■ **Exercise**
Word for word, write the lines below out again, with no pictures.

★ ★ ★ ★

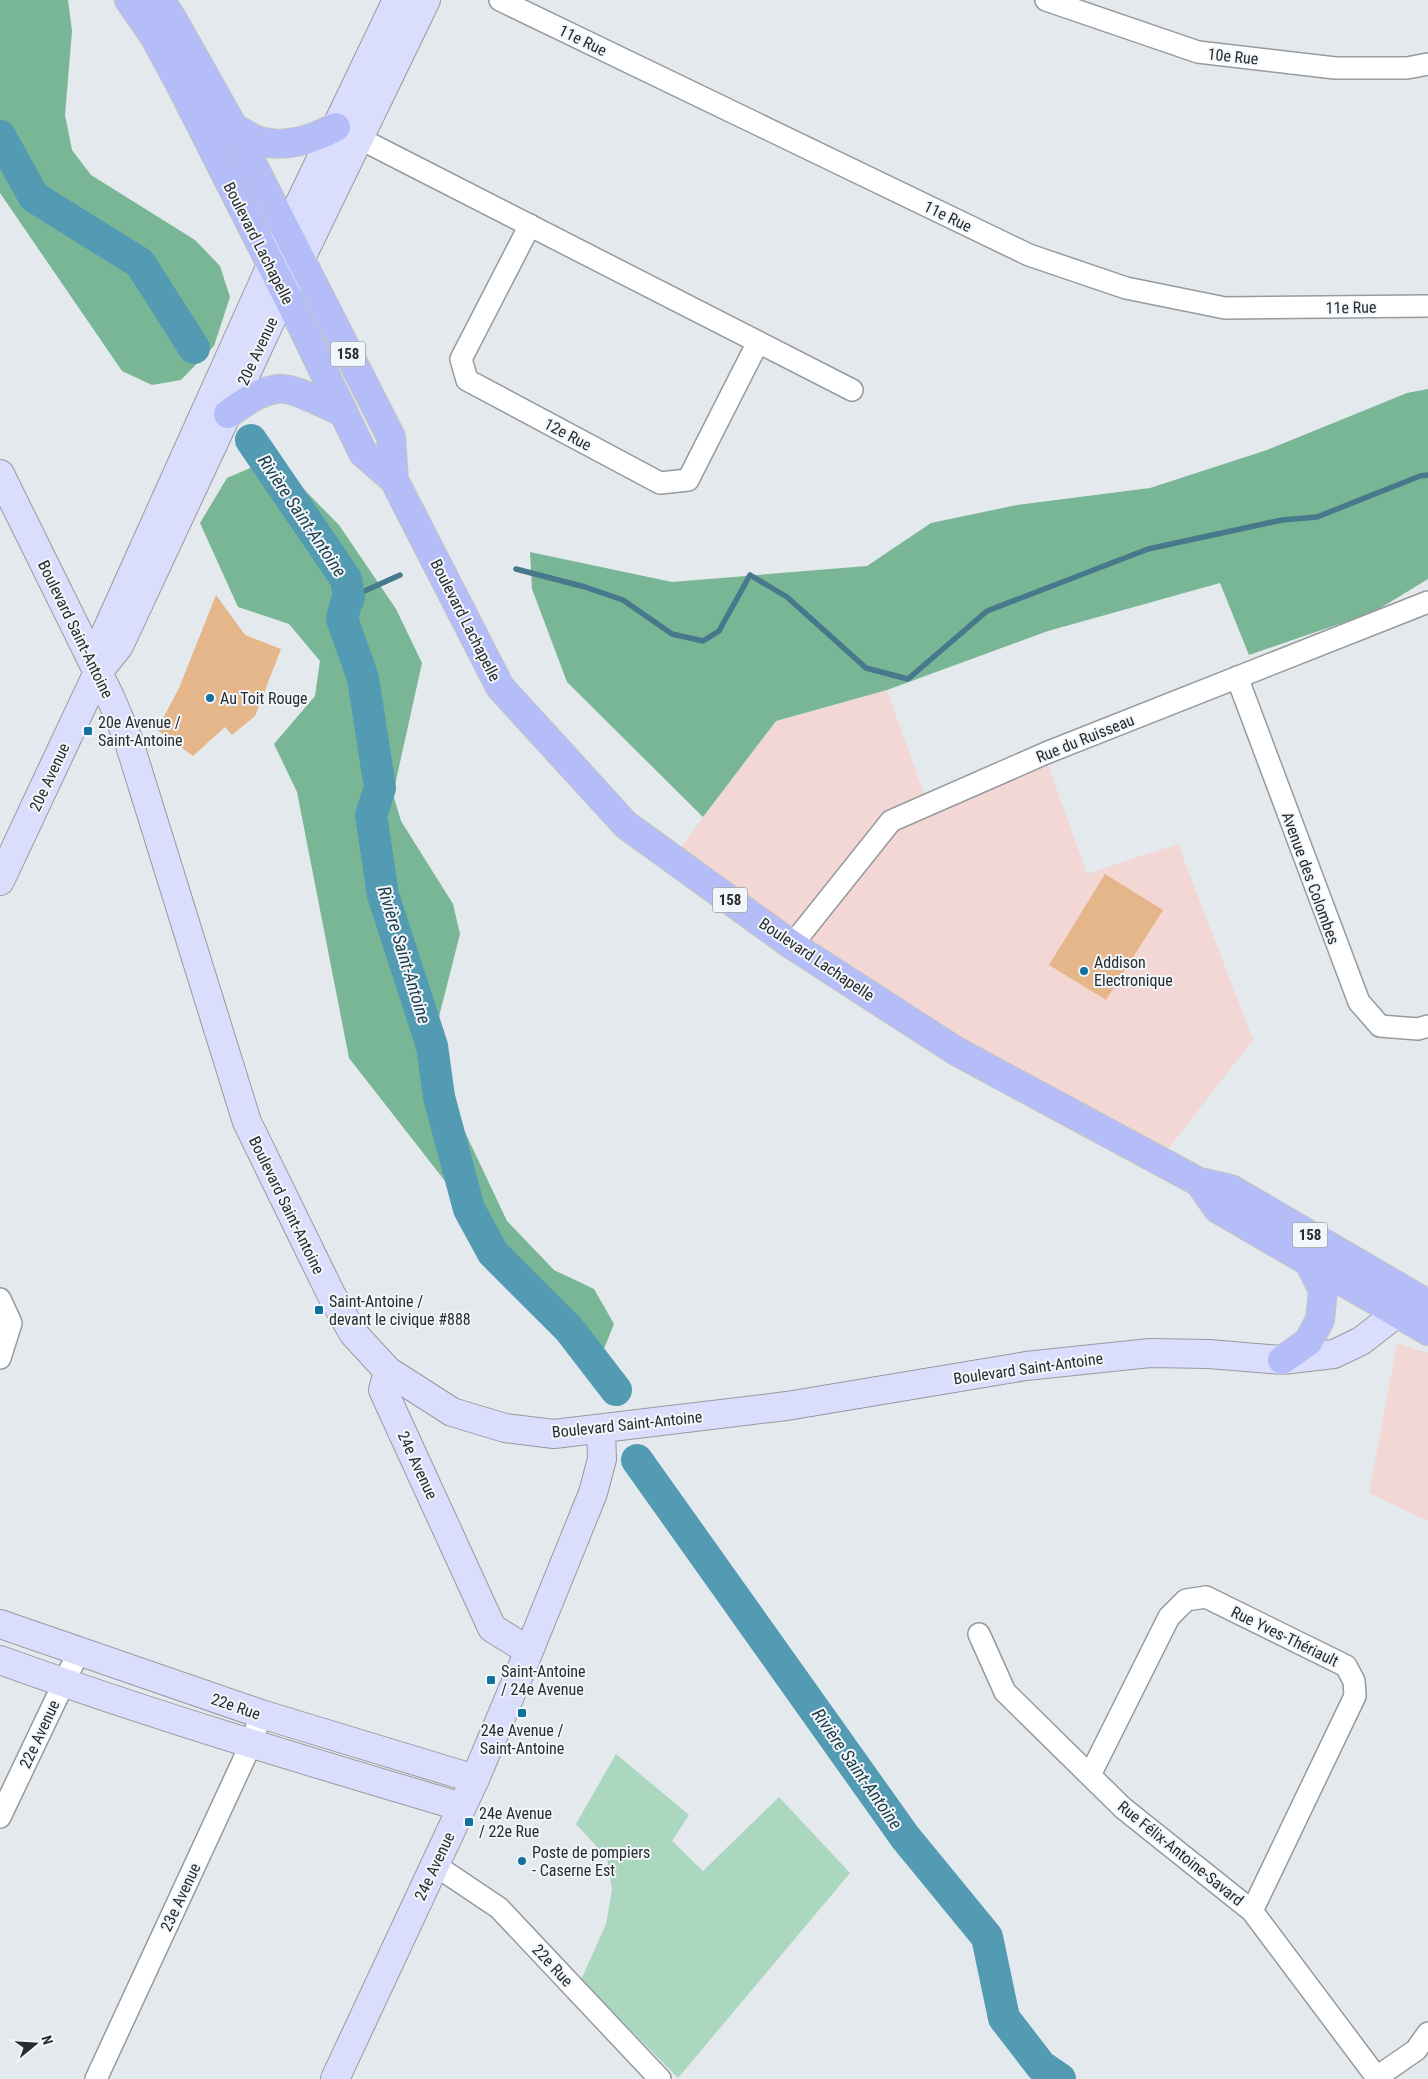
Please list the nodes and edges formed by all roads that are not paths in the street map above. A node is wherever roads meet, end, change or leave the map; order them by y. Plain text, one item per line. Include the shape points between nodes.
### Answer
1 (129, 0) edge
2 (160, 0) edge
3 (397, 0) edge
4 (426, 0) edge
5 (500, 0) edge
6 (1046, 0) edge
7 (1428, 64) edge
8 (234, 128) junction
9 (348, 133) junction
10 (530, 226) junction
11 (286, 232) junction
12 (300, 261) junction
13 (271, 266) junction
14 (285, 293) junction
15 (1428, 306) edge
16 (758, 342) junction
17 (852, 390) dead end
18 (344, 413) junction
19 (228, 414) junction
20 (0, 474) edge
21 (394, 480) junction
22 (1427, 607) edge
23 (98, 672) junction
24 (1237, 677) junction
25 (3, 867) edge
26 (792, 945) junction
27 (1428, 1026) edge
28 (1199, 1182) junction
29 (1310, 1262) junction
30 (0, 1299) edge
31 (1418, 1302) edge
32 (1428, 1332) edge
33 (0, 1358) edge
34 (1282, 1360) junction
35 (388, 1372) junction
36 (600, 1429) junction
37 (0, 1624) edge
38 (979, 1634) dead end
39 (529, 1650) junction
40 (79, 1651) junction
41 (0, 1660) edge
42 (63, 1683) junction
43 (261, 1714) junction
44 (251, 1744) junction
45 (1090, 1775) junction
46 (475, 1779) junction
47 (462, 1807) junction
48 (0, 1817) edge
49 (435, 1864) junction
50 (1252, 1911) junction
51 (1428, 2033) edge
52 (1377, 2078) edge
53 (96, 2079) edge
54 (335, 2079) edge
55 (660, 2079) edge

1 - 13 main road, Boulevard Lachapelle / 158 via 154,36 177,79
2 - 8 main road, Boulevard Lachapelle / 158
3 - 9 street, 20e Avenue
4 - 9 street, 20e Avenue
5 - 15 street, 11e Rue via 1029,255 1126,288 1225,308
6 - 7 street, 10e Rue via 1198,52 1335,68 1407,68
8 - 9 main road via 260,141 287,144
8 - 11 main road, Boulevard Lachapelle / 158
9 - 10 street
9 - 11 street, 20e Avenue
9 - 12 street, 20e Avenue
10 - 16 street
10 - 16 street, 12e Rue via 461,359 468,380 660,483 688,480
11 - 12 main road, Boulevard Lachapelle / 158
11 - 13 street, 20e Avenue
12 - 14 street, 20e Avenue
12 - 21 main road, Boulevard Lachapelle / 158 via 391,437
13 - 14 main road, Boulevard Lachapelle / 158
13 - 23 street, 20e Avenue via 103,637
14 - 18 main road, Boulevard Lachapelle / 158
14 - 19 street, 20e Avenue
16 - 17 street
18 - 19 main road via 310,397 279,388 249,398
18 - 21 main road, Boulevard Lachapelle / 158 via 362,453
19 - 23 street, 20e Avenue via 119,646
20 - 23 street, Boulevard Saint-Antoine
21 - 26 main road, Boulevard Lachapelle / 158 via 500,687 626,825
22 - 24 street, Rue du Ruisseau
23 - 25 street, 20e Avenue
23 - 35 street, Boulevard Saint-Antoine via 128,739 246,1122 353,1333
24 - 26 street, Rue du Ruisseau via 1046,753 891,822
24 - 27 street, Avenue des Colombes via 1359,1002 1380,1026
26 - 28 main road, Boulevard Lachapelle / 158 via 956,1051
28 - 29 main road, Boulevard Lachapelle / 158 via 1218,1209
28 - 31 main road, Boulevard Lachapelle / 158 via 1231,1189
29 - 31 main road, Boulevard Lachapelle / 158
29 - 34 main road via 1323,1290 1320,1320 1308,1342
30 - 33 street via 11,1323
31 - 32 main road, Boulevard Lachapelle / 158
31 - 34 street, Boulevard Saint-Antoine via 1361,1341 1334,1354
34 - 36 street, Boulevard Saint-Antoine via 1150,1353 1026,1366 787,1406
35 - 36 street, Boulevard Saint-Antoine via 452,1412 505,1428 554,1434
35 - 39 street, 24e Avenue via 383,1390 492,1628
36 - 39 street, 24e Avenue via 602,1459 593,1493
37 - 40 street, 22e Rue
38 - 45 street, Rue Félix-Antoine-Savard via 1005,1692
39 - 46 street, 24e Avenue
40 - 42 street, 22e Avenue
40 - 43 street, 22e Rue
41 - 42 street, 22e Rue
42 - 44 street, 22e Rue
42 - 48 street, 22e Avenue
43 - 44 street, 23e Avenue
43 - 46 street, 22e Rue
44 - 47 street, 22e Rue
44 - 53 street, 23e Avenue
45 - 50 street, Rue Félix-Antoine-Savard via 1123,1808
45 - 50 street, Rue Yves-Thériault via 1169,1617 1186,1600 1206,1598 1346,1666 1354,1681 1356,1696
46 - 47 street, 24e Avenue
47 - 49 street, 24e Avenue
49 - 54 street, 24e Avenue
49 - 55 street, 22e Rue via 500,1908
50 - 52 street, Rue Félix-Antoine-Savard
51 - 52 street via 1416,2050

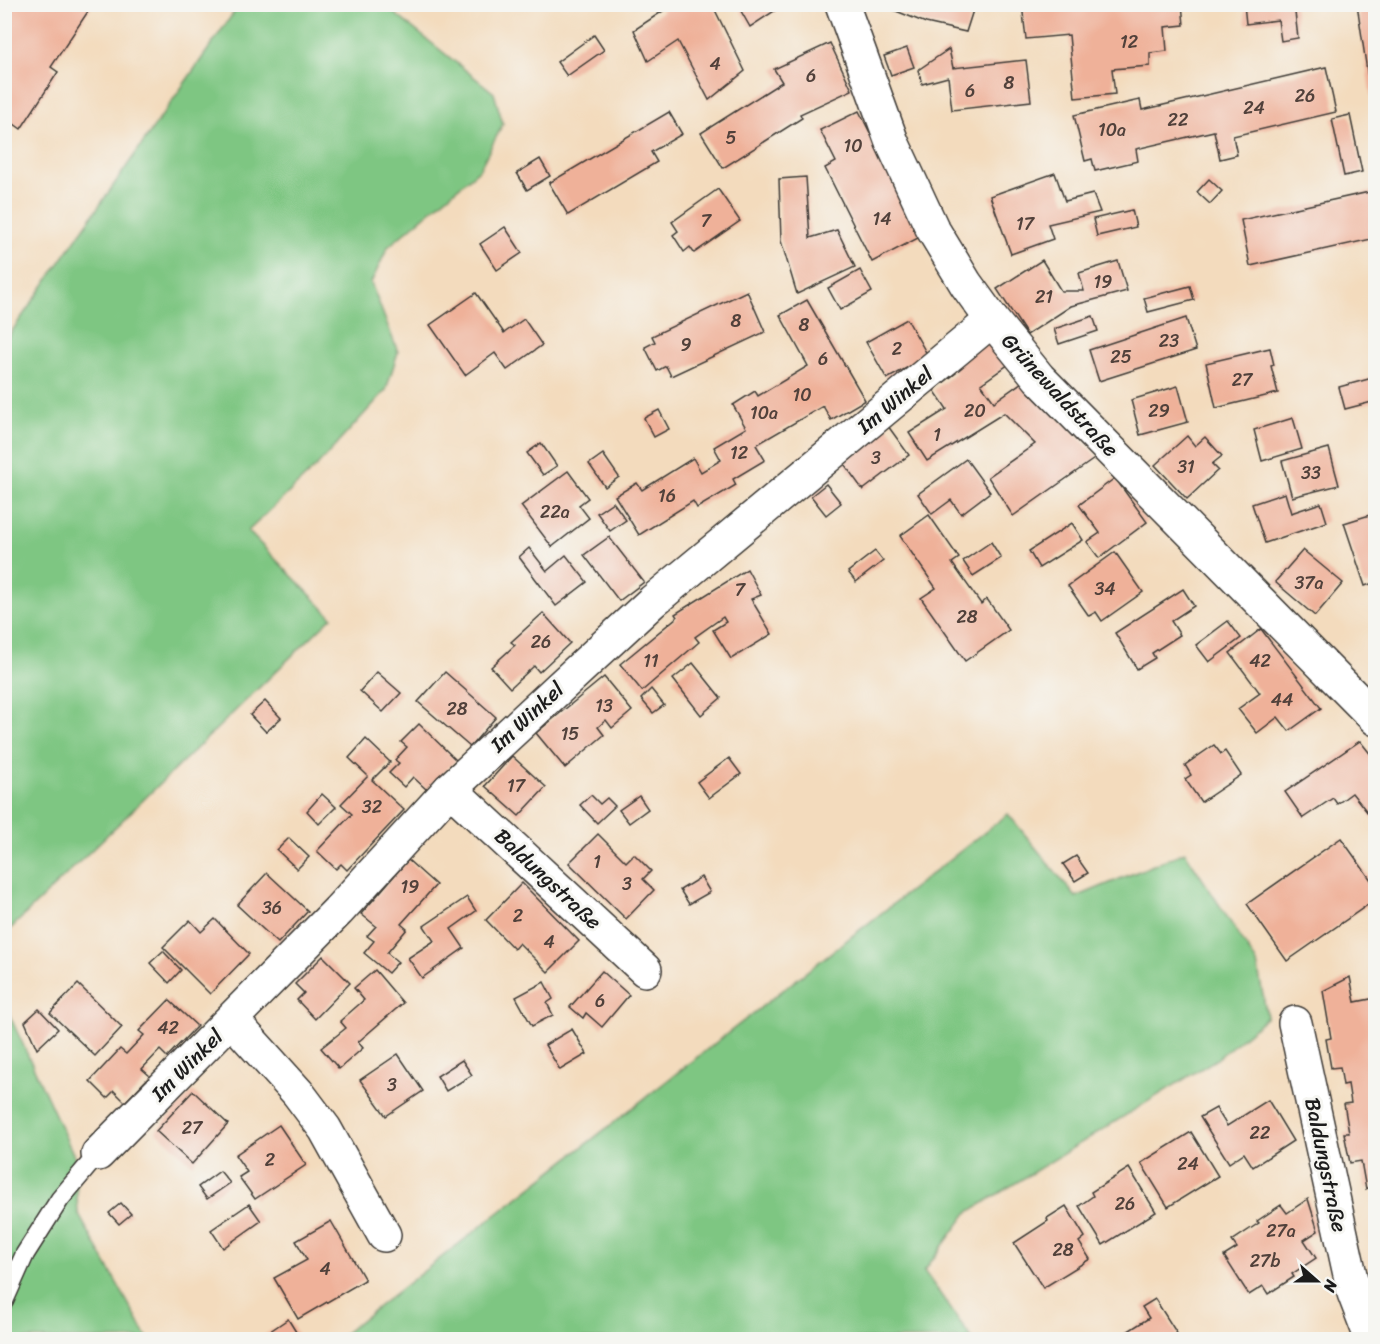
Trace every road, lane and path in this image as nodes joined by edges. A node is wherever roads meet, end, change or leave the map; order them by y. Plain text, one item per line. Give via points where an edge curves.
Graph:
1 (842, 4) edge
2 (992, 320) junction
3 (1376, 719) edge
4 (450, 789) junction
5 (645, 970) dead end
6 (232, 1020) junction
7 (1295, 1023) dead end
8 (98, 1154) joint
9 (384, 1235) dead end
10 (4, 1301) edge
11 (1372, 1340) edge

1 - 2 street, Grünewaldstraße via 892,142 932,228
2 - 3 street, Grünewaldstraße via 1039,378
2 - 4 street, Im Winkel via 653,601
4 - 5 street, Baldungstraße
4 - 6 street, Im Winkel
6 - 8 street, Im Winkel
6 - 9 street via 325,1129
7 - 11 street, Baldungstraße via 1354,1293
8 - 10 lane via 60,1199 25,1254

★ ★ ★ ★

■ **Result of the task**
Please list the nodes and edges formed by all roads that are not paths in the street map above. A node is wherever roads meet, end, change or leave the map; order them by y. Plain text, one item per line. Include the shape points between nodes.
### Answer
1 (129, 0) edge
2 (160, 0) edge
3 (397, 0) edge
4 (426, 0) edge
5 (500, 0) edge
6 (1046, 0) edge
7 (1428, 64) edge
8 (234, 128) junction
9 (348, 133) junction
10 (530, 226) junction
11 (286, 232) junction
12 (300, 261) junction
13 (271, 266) junction
14 (285, 293) junction
15 (1428, 306) edge
16 (758, 342) junction
17 (852, 390) dead end
18 (344, 413) junction
19 (228, 414) junction
20 (0, 474) edge
21 (394, 480) junction
22 (1427, 607) edge
23 (98, 672) junction
24 (1237, 677) junction
25 (3, 867) edge
26 (792, 945) junction
27 (1428, 1026) edge
28 (1199, 1182) junction
29 (1310, 1262) junction
30 (0, 1299) edge
31 (1418, 1302) edge
32 (1428, 1332) edge
33 (0, 1358) edge
34 (1282, 1360) junction
35 (388, 1372) junction
36 (600, 1429) junction
37 (0, 1624) edge
38 (979, 1634) dead end
39 (529, 1650) junction
40 (79, 1651) junction
41 (0, 1660) edge
42 (63, 1683) junction
43 (261, 1714) junction
44 (251, 1744) junction
45 (1090, 1775) junction
46 (475, 1779) junction
47 (462, 1807) junction
48 (0, 1817) edge
49 (435, 1864) junction
50 (1252, 1911) junction
51 (1428, 2033) edge
52 (1377, 2078) edge
53 (96, 2079) edge
54 (335, 2079) edge
55 (660, 2079) edge

1 - 13 main road, Boulevard Lachapelle / 158 via 154,36 177,79
2 - 8 main road, Boulevard Lachapelle / 158
3 - 9 street, 20e Avenue
4 - 9 street, 20e Avenue
5 - 15 street, 11e Rue via 1029,255 1126,288 1225,308
6 - 7 street, 10e Rue via 1198,52 1335,68 1407,68
8 - 9 main road via 260,141 287,144
8 - 11 main road, Boulevard Lachapelle / 158
9 - 10 street
9 - 11 street, 20e Avenue
9 - 12 street, 20e Avenue
10 - 16 street
10 - 16 street, 12e Rue via 461,359 468,380 660,483 688,480
11 - 12 main road, Boulevard Lachapelle / 158
11 - 13 street, 20e Avenue
12 - 14 street, 20e Avenue
12 - 21 main road, Boulevard Lachapelle / 158 via 391,437
13 - 14 main road, Boulevard Lachapelle / 158
13 - 23 street, 20e Avenue via 103,637
14 - 18 main road, Boulevard Lachapelle / 158
14 - 19 street, 20e Avenue
16 - 17 street
18 - 19 main road via 310,397 279,388 249,398
18 - 21 main road, Boulevard Lachapelle / 158 via 362,453
19 - 23 street, 20e Avenue via 119,646
20 - 23 street, Boulevard Saint-Antoine
21 - 26 main road, Boulevard Lachapelle / 158 via 500,687 626,825
22 - 24 street, Rue du Ruisseau
23 - 25 street, 20e Avenue
23 - 35 street, Boulevard Saint-Antoine via 128,739 246,1122 353,1333
24 - 26 street, Rue du Ruisseau via 1046,753 891,822
24 - 27 street, Avenue des Colombes via 1359,1002 1380,1026
26 - 28 main road, Boulevard Lachapelle / 158 via 956,1051
28 - 29 main road, Boulevard Lachapelle / 158 via 1218,1209
28 - 31 main road, Boulevard Lachapelle / 158 via 1231,1189
29 - 31 main road, Boulevard Lachapelle / 158
29 - 34 main road via 1323,1290 1320,1320 1308,1342
30 - 33 street via 11,1323
31 - 32 main road, Boulevard Lachapelle / 158
31 - 34 street, Boulevard Saint-Antoine via 1361,1341 1334,1354
34 - 36 street, Boulevard Saint-Antoine via 1150,1353 1026,1366 787,1406
35 - 36 street, Boulevard Saint-Antoine via 452,1412 505,1428 554,1434
35 - 39 street, 24e Avenue via 383,1390 492,1628
36 - 39 street, 24e Avenue via 602,1459 593,1493
37 - 40 street, 22e Rue
38 - 45 street, Rue Félix-Antoine-Savard via 1005,1692
39 - 46 street, 24e Avenue
40 - 42 street, 22e Avenue
40 - 43 street, 22e Rue
41 - 42 street, 22e Rue
42 - 44 street, 22e Rue
42 - 48 street, 22e Avenue
43 - 44 street, 23e Avenue
43 - 46 street, 22e Rue
44 - 47 street, 22e Rue
44 - 53 street, 23e Avenue
45 - 50 street, Rue Félix-Antoine-Savard via 1123,1808
45 - 50 street, Rue Yves-Thériault via 1169,1617 1186,1600 1206,1598 1346,1666 1354,1681 1356,1696
46 - 47 street, 24e Avenue
47 - 49 street, 24e Avenue
49 - 54 street, 24e Avenue
49 - 55 street, 22e Rue via 500,1908
50 - 52 street, Rue Félix-Antoine-Savard
51 - 52 street via 1416,2050

Trace every road, lane and path in this image as nodes joined by edges. A node is wherever roads meet, end, change or leave the map; order them by y. Plain text, one item per line. Give via points where an edge curves.
Graph:
1 (842, 4) edge
2 (992, 320) junction
3 (1376, 719) edge
4 (450, 789) junction
5 (645, 970) dead end
6 (232, 1020) junction
7 (1295, 1023) dead end
8 (98, 1154) joint
9 (384, 1235) dead end
10 (4, 1301) edge
11 (1372, 1340) edge

1 - 2 street, Grünewaldstraße via 892,142 932,228
2 - 3 street, Grünewaldstraße via 1039,378
2 - 4 street, Im Winkel via 653,601
4 - 5 street, Baldungstraße
4 - 6 street, Im Winkel
6 - 8 street, Im Winkel
6 - 9 street via 325,1129
7 - 11 street, Baldungstraße via 1354,1293
8 - 10 lane via 60,1199 25,1254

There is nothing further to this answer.